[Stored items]

[Start of Attachment]

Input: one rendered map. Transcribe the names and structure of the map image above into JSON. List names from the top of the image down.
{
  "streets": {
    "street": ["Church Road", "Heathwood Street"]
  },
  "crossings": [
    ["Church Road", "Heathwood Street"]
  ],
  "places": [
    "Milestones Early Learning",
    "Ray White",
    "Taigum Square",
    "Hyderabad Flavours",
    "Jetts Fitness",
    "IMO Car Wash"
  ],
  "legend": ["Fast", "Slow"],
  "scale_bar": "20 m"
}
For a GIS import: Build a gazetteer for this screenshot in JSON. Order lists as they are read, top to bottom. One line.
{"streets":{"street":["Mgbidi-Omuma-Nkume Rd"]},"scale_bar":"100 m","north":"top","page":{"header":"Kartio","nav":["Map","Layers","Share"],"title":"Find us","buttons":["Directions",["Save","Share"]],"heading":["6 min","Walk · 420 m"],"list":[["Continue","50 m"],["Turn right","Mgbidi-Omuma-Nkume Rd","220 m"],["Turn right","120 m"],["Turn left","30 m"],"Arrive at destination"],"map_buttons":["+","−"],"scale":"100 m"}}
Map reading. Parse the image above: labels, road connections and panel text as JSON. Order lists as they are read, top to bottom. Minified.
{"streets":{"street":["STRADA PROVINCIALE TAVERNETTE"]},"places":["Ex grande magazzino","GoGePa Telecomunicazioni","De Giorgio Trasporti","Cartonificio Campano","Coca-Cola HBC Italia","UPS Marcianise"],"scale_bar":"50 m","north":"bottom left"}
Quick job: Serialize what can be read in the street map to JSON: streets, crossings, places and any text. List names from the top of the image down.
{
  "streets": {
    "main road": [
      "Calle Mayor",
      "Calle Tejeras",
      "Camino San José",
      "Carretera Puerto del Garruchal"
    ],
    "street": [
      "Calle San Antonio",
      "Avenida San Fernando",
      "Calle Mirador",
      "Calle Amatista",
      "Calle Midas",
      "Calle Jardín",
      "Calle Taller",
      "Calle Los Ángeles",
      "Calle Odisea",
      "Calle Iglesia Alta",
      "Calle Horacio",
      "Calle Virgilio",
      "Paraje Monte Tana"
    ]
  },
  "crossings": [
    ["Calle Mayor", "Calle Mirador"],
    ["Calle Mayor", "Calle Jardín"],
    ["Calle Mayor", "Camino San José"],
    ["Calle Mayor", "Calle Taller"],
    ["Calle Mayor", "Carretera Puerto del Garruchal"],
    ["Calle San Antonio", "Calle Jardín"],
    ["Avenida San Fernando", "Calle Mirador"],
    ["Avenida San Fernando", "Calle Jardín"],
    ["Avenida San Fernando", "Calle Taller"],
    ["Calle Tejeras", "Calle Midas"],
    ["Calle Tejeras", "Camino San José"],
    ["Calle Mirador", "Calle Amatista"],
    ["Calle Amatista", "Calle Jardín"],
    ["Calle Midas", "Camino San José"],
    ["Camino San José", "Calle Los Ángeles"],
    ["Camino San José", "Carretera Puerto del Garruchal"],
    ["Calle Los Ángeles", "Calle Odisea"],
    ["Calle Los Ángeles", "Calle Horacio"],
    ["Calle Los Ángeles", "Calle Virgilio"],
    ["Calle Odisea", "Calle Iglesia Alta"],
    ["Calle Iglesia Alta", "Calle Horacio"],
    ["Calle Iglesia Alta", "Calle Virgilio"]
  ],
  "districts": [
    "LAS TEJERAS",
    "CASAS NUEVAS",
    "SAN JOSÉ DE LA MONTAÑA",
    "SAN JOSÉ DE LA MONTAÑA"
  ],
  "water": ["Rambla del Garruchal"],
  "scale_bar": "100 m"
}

[End of Attachment]

ACTIVITY – Please copy each record shown above exactly.

RESULT FOR THIS EXERCISE –
Input: one rendered map. Transcribe the names and structure of the map image above into JSON. List names from the top of the image down.
{
  "streets": {
    "street": ["Church Road", "Heathwood Street"]
  },
  "crossings": [
    ["Church Road", "Heathwood Street"]
  ],
  "places": [
    "Milestones Early Learning",
    "Ray White",
    "Taigum Square",
    "Hyderabad Flavours",
    "Jetts Fitness",
    "IMO Car Wash"
  ],
  "legend": ["Fast", "Slow"],
  "scale_bar": "20 m"
}
For a GIS import: Build a gazetteer for this screenshot in JSON. Order lists as they are read, top to bottom. One line.
{"streets":{"street":["Mgbidi-Omuma-Nkume Rd"]},"scale_bar":"100 m","north":"top","page":{"header":"Kartio","nav":["Map","Layers","Share"],"title":"Find us","buttons":["Directions",["Save","Share"]],"heading":["6 min","Walk · 420 m"],"list":[["Continue","50 m"],["Turn right","Mgbidi-Omuma-Nkume Rd","220 m"],["Turn right","120 m"],["Turn left","30 m"],"Arrive at destination"],"map_buttons":["+","−"],"scale":"100 m"}}
Map reading. Parse the image above: labels, road connections and panel text as JSON. Order lists as they are read, top to bottom. Minified.
{"streets":{"street":["STRADA PROVINCIALE TAVERNETTE"]},"places":["Ex grande magazzino","GoGePa Telecomunicazioni","De Giorgio Trasporti","Cartonificio Campano","Coca-Cola HBC Italia","UPS Marcianise"],"scale_bar":"50 m","north":"bottom left"}
Quick job: Serialize what can be read in the street map to JSON: streets, crossings, places and any text. List names from the top of the image down.
{
  "streets": {
    "main road": [
      "Calle Mayor",
      "Calle Tejeras",
      "Camino San José",
      "Carretera Puerto del Garruchal"
    ],
    "street": [
      "Calle San Antonio",
      "Avenida San Fernando",
      "Calle Mirador",
      "Calle Amatista",
      "Calle Midas",
      "Calle Jardín",
      "Calle Taller",
      "Calle Los Ángeles",
      "Calle Odisea",
      "Calle Iglesia Alta",
      "Calle Horacio",
      "Calle Virgilio",
      "Paraje Monte Tana"
    ]
  },
  "crossings": [
    ["Calle Mayor", "Calle Mirador"],
    ["Calle Mayor", "Calle Jardín"],
    ["Calle Mayor", "Camino San José"],
    ["Calle Mayor", "Calle Taller"],
    ["Calle Mayor", "Carretera Puerto del Garruchal"],
    ["Calle San Antonio", "Calle Jardín"],
    ["Avenida San Fernando", "Calle Mirador"],
    ["Avenida San Fernando", "Calle Jardín"],
    ["Avenida San Fernando", "Calle Taller"],
    ["Calle Tejeras", "Calle Midas"],
    ["Calle Tejeras", "Camino San José"],
    ["Calle Mirador", "Calle Amatista"],
    ["Calle Amatista", "Calle Jardín"],
    ["Calle Midas", "Camino San José"],
    ["Camino San José", "Calle Los Ángeles"],
    ["Camino San José", "Carretera Puerto del Garruchal"],
    ["Calle Los Ángeles", "Calle Odisea"],
    ["Calle Los Ángeles", "Calle Horacio"],
    ["Calle Los Ángeles", "Calle Virgilio"],
    ["Calle Odisea", "Calle Iglesia Alta"],
    ["Calle Iglesia Alta", "Calle Horacio"],
    ["Calle Iglesia Alta", "Calle Virgilio"]
  ],
  "districts": [
    "LAS TEJERAS",
    "CASAS NUEVAS",
    "SAN JOSÉ DE LA MONTAÑA",
    "SAN JOSÉ DE LA MONTAÑA"
  ],
  "water": ["Rambla del Garruchal"],
  "scale_bar": "100 m"
}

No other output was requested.